Nando menutup pintu kamarnya setelah Abangnya pergi. Ia akan lanjutkan acara mandi yang sempat tertunda tadi.
Ia mandi dalam guyuran air shower. Nando teringat akan kenangannya saat di panti asuhan dulu. Bagaimana ia berjuang dengan anak-anak lain untuk bertahan hidup. Karena sembako yang seharusnya untuk mereka, di korupsi oleh ibu panti.

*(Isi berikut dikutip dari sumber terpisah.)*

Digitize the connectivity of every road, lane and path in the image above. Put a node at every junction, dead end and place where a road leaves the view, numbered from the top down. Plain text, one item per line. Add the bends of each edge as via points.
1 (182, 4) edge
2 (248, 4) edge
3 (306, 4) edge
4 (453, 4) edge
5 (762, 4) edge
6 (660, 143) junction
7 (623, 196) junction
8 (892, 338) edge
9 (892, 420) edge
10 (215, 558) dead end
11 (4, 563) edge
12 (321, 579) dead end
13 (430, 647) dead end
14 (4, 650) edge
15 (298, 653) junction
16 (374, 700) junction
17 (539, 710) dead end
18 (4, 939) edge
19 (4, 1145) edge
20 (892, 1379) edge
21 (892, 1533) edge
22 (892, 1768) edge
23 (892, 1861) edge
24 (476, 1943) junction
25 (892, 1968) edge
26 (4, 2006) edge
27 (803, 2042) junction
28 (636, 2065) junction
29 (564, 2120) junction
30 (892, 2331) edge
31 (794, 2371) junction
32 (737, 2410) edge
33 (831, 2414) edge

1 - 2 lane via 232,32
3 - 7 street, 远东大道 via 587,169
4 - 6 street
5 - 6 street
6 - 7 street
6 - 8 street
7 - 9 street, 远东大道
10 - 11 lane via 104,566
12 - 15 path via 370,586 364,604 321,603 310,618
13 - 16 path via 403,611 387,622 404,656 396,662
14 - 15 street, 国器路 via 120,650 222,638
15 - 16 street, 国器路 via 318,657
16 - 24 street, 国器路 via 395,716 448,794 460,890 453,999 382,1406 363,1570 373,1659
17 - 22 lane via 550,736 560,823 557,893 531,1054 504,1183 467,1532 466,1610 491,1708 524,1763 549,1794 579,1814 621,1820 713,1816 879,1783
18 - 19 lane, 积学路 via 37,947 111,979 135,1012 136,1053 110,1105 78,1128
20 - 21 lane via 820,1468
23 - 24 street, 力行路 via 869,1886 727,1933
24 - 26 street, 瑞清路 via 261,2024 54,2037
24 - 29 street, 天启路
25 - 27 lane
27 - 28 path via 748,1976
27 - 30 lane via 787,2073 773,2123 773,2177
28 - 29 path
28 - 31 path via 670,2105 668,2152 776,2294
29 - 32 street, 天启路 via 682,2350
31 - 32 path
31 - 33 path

Nando bersyukur karena waktu itu ia dipertemukan dengan Kiran, yang sekarang menjadi kakak angkatnya. Padahal ia baru pertama kali bertemu dengannya. Tapi kakaknya itu malah mau membantu dia dan juga teman-temannya.
Berkat kebaikannya semua anak panti bisa mendapatkan hidup yang layak. Bahkan teman-temannya yang sudah ada yang kuliah dan itu semuanya berkat kebaikan kakak dan Abangnya itu.
Andai saja ia tidak dipertemukan dengan kakaknya. Mungkin ia tidak tau, apakah sekarang ia masih hidup atau sudah mati. Begitu juga dengan teman-temannya yang lain.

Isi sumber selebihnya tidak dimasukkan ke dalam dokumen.